▶ **GOAL OF THE EXERCISE**
Find the lines below that include the word "roads" and state how many there are, adding nothing.

----- DATA EXCERPTS

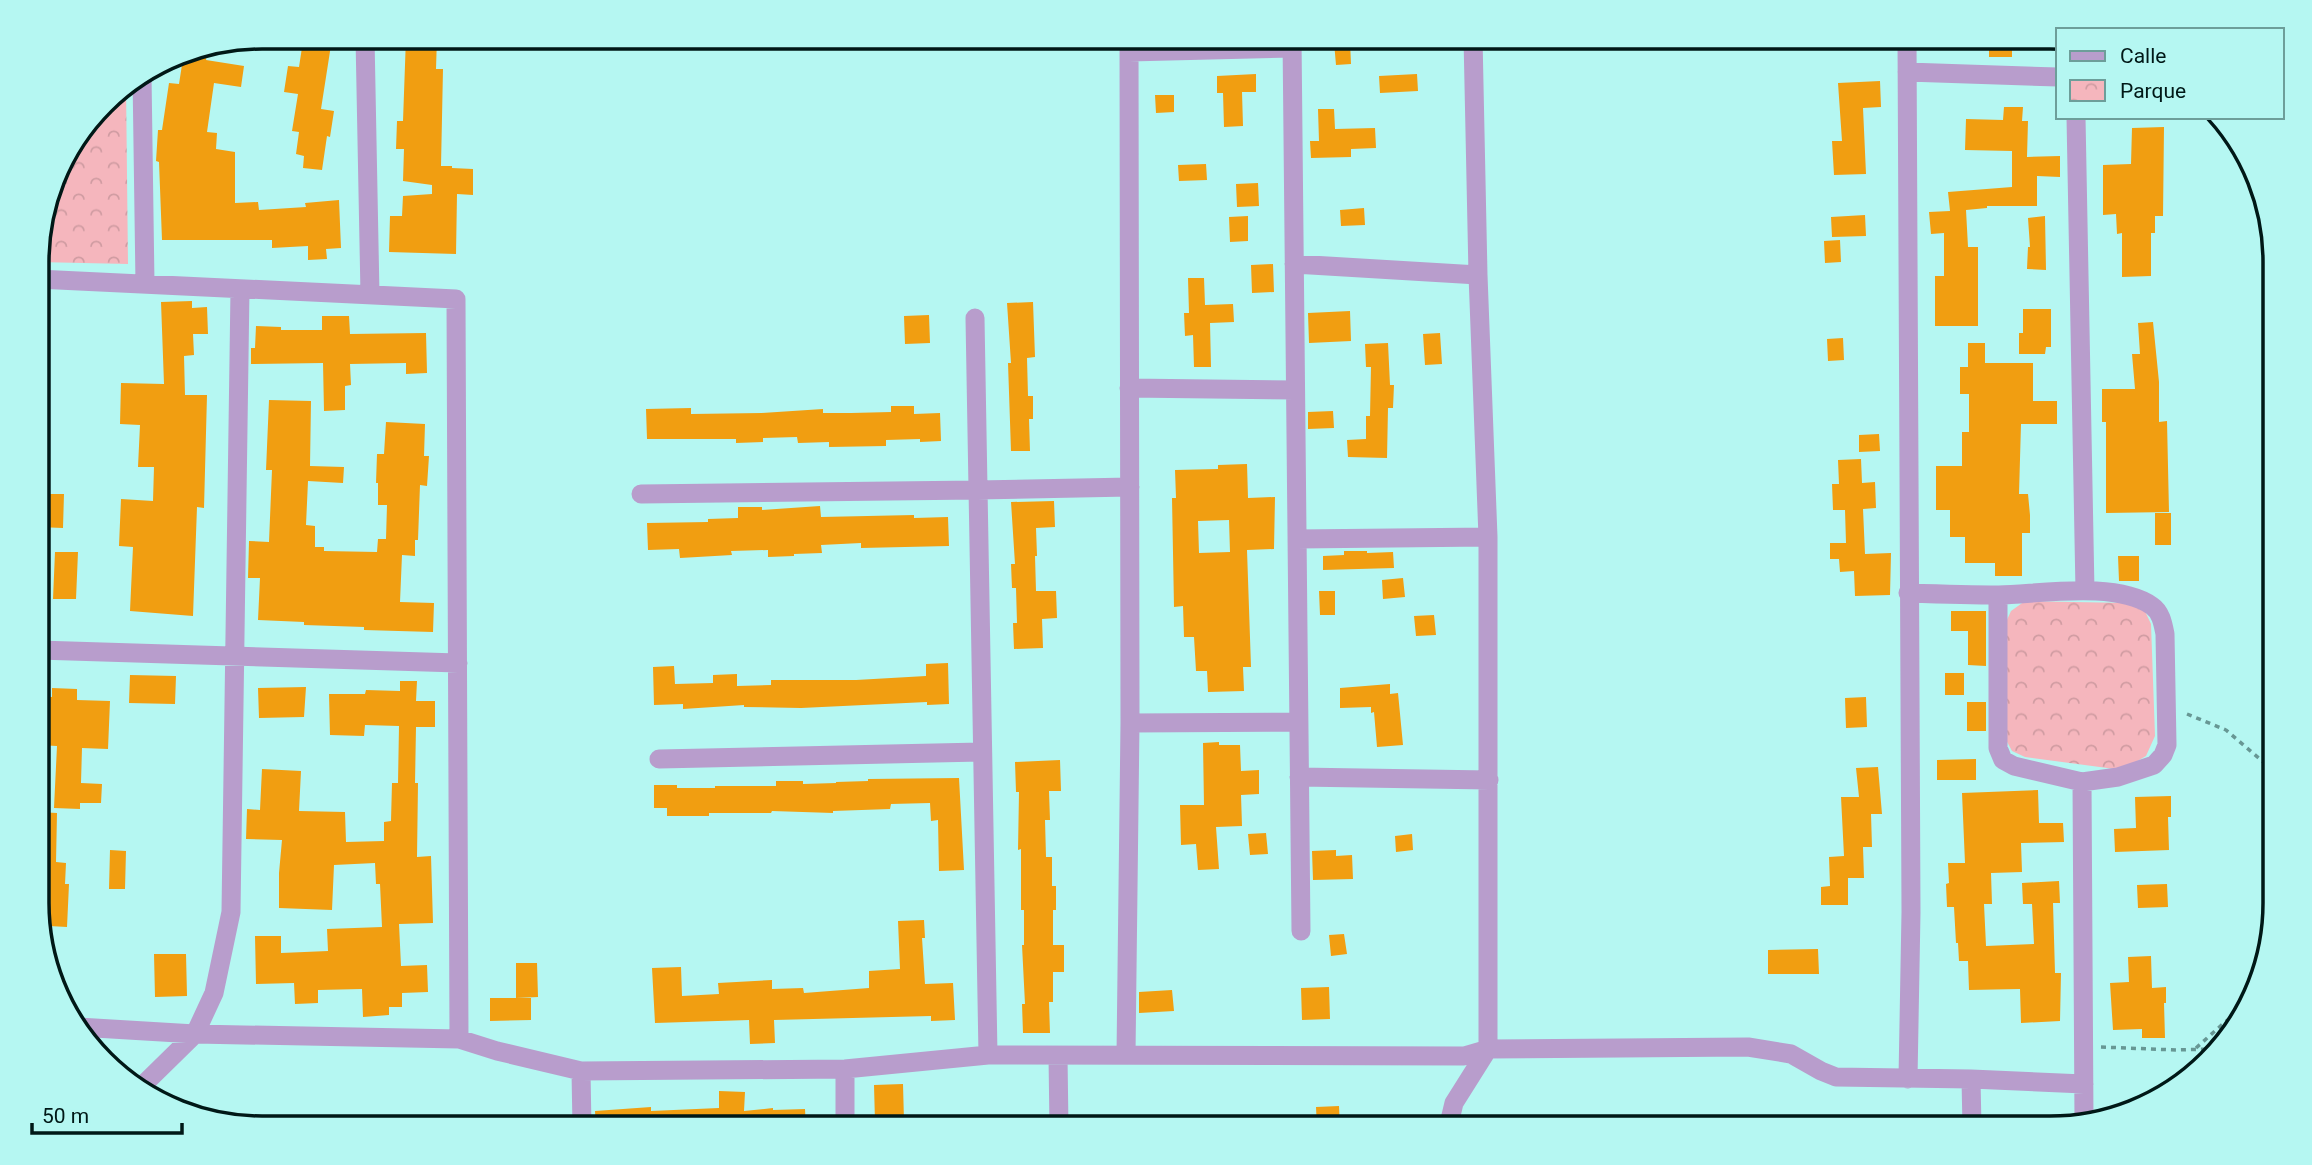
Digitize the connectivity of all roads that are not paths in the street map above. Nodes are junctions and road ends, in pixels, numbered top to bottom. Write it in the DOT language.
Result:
graph roads {
  1 [pos="365,49"];
  2 [pos="1129,49"];
  3 [pos="1292,49"];
  4 [pos="1473,49"];
  5 [pos="1907,49"];
  6 [pos="1907,72"];
  7 [pos="2056,77"];
  8 [pos="142,86"];
  9 [pos="2076,119"];
  10 [pos="1294,264"];
  11 [pos="1478,275"];
  12 [pos="49,280"];
  13 [pos="145,284"];
  14 [pos="240,289"];
  15 [pos="370,295"];
  16 [pos="975,318"];
  17 [pos="1129,388"];
  18 [pos="1295,390"];
  19 [pos="1130,486"];
  20 [pos="977,491"];
  21 [pos="640,494"];
  22 [pos="1488,537"];
  23 [pos="1297,539"];
  24 [pos="2085,591"];
  25 [pos="1908,593"];
  26 [pos="1998,595"];
  27 [pos="49,650"];
  28 [pos="235,656"];
  29 [pos="458,663"];
  30 [pos="1299,722"];
  31 [pos="1130,723"];
  32 [pos="981,752"];
  33 [pos="659,759"];
  34 [pos="1299,777"];
  35 [pos="1489,780"];
  36 [pos="2082,782"];
  37 [pos="1301,931"];
  38 [pos="90,1028"];
  39 [pos="195,1034"];
  40 [pos="459,1039"];
  41 [pos="1488,1049"];
  42 [pos="988,1055"];
  43 [pos="1126,1055"];
  44 [pos="1058,1056"];
  45 [pos="845,1069"];
  46 [pos="581,1071"];
  47 [pos="1908,1079"];
  48 [pos="1971,1079"];
  49 [pos="147,1082"];
  50 [pos="2084,1084"];
  51 [pos="2084,1113"];
  52 [pos="582,1116"];
  53 [pos="845,1116"];
  54 [pos="1059,1116"];
  55 [pos="1451,1116"];
  56 [pos="1972,1116"];
  1 -- 15 [label="street"];
  2 -- 17 [label="street"];
  3 -- 10 [label="street"];
  4 -- 11 [label="street"];
  5 -- 6 [label="street"];
  6 -- 7 [label="street"];
  6 -- 25 [label="street"];
  8 -- 13 [label="street"];
  9 -- 24 [label="street"];
  10 -- 11 [label="street"];
  10 -- 18 [label="street"];
  11 -- 22 [label="street"];
  12 -- 13 [label="street"];
  13 -- 14 [label="street"];
  14 -- 15 [label="street"];
  14 -- 28 [label="street"];
  15 -- 29 [label="street"];
  16 -- 20 [label="street"];
  17 -- 18 [label="street"];
  17 -- 19 [label="street"];
  18 -- 23 [label="street"];
  19 -- 20 [label="street"];
  19 -- 31 [label="street"];
  20 -- 21 [label="street"];
  20 -- 32 [label="street"];
  22 -- 23 [label="street"];
  22 -- 35 [label="street"];
  23 -- 30 [label="street"];
  24 -- 26 [label="street"];
  24 -- 36 [label="street"];
  25 -- 26 [label="street"];
  25 -- 47 [label="street"];
  26 -- 36 [label="street"];
  27 -- 28 [label="street"];
  28 -- 29 [label="street"];
  28 -- 39 [label="street"];
  29 -- 40 [label="street"];
  30 -- 31 [label="street"];
  30 -- 34 [label="street"];
  31 -- 43 [label="street"];
  32 -- 33 [label="street"];
  32 -- 42 [label="street"];
  34 -- 35 [label="street"];
  34 -- 37 [label="street"];
  35 -- 41 [label="street"];
  36 -- 50 [label="street"];
  38 -- 39 [label="street"];
  39 -- 40 [label="street"];
  39 -- 49 [label="street"];
  40 -- 46 [label="street"];
  41 -- 43 [label="street"];
  41 -- 47 [label="street"];
  41 -- 55 [label="street"];
  42 -- 44 [label="street"];
  42 -- 45 [label="street"];
  43 -- 44 [label="street"];
  44 -- 54 [label="street"];
  45 -- 46 [label="street"];
  45 -- 53 [label="street"];
  46 -- 52 [label="street"];
  47 -- 48 [label="street"];
  48 -- 50 [label="street"];
  48 -- 56 [label="street"];
  50 -- 51 [label="street"];
}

----------

▶ **RESULT OF THIS TASK**
2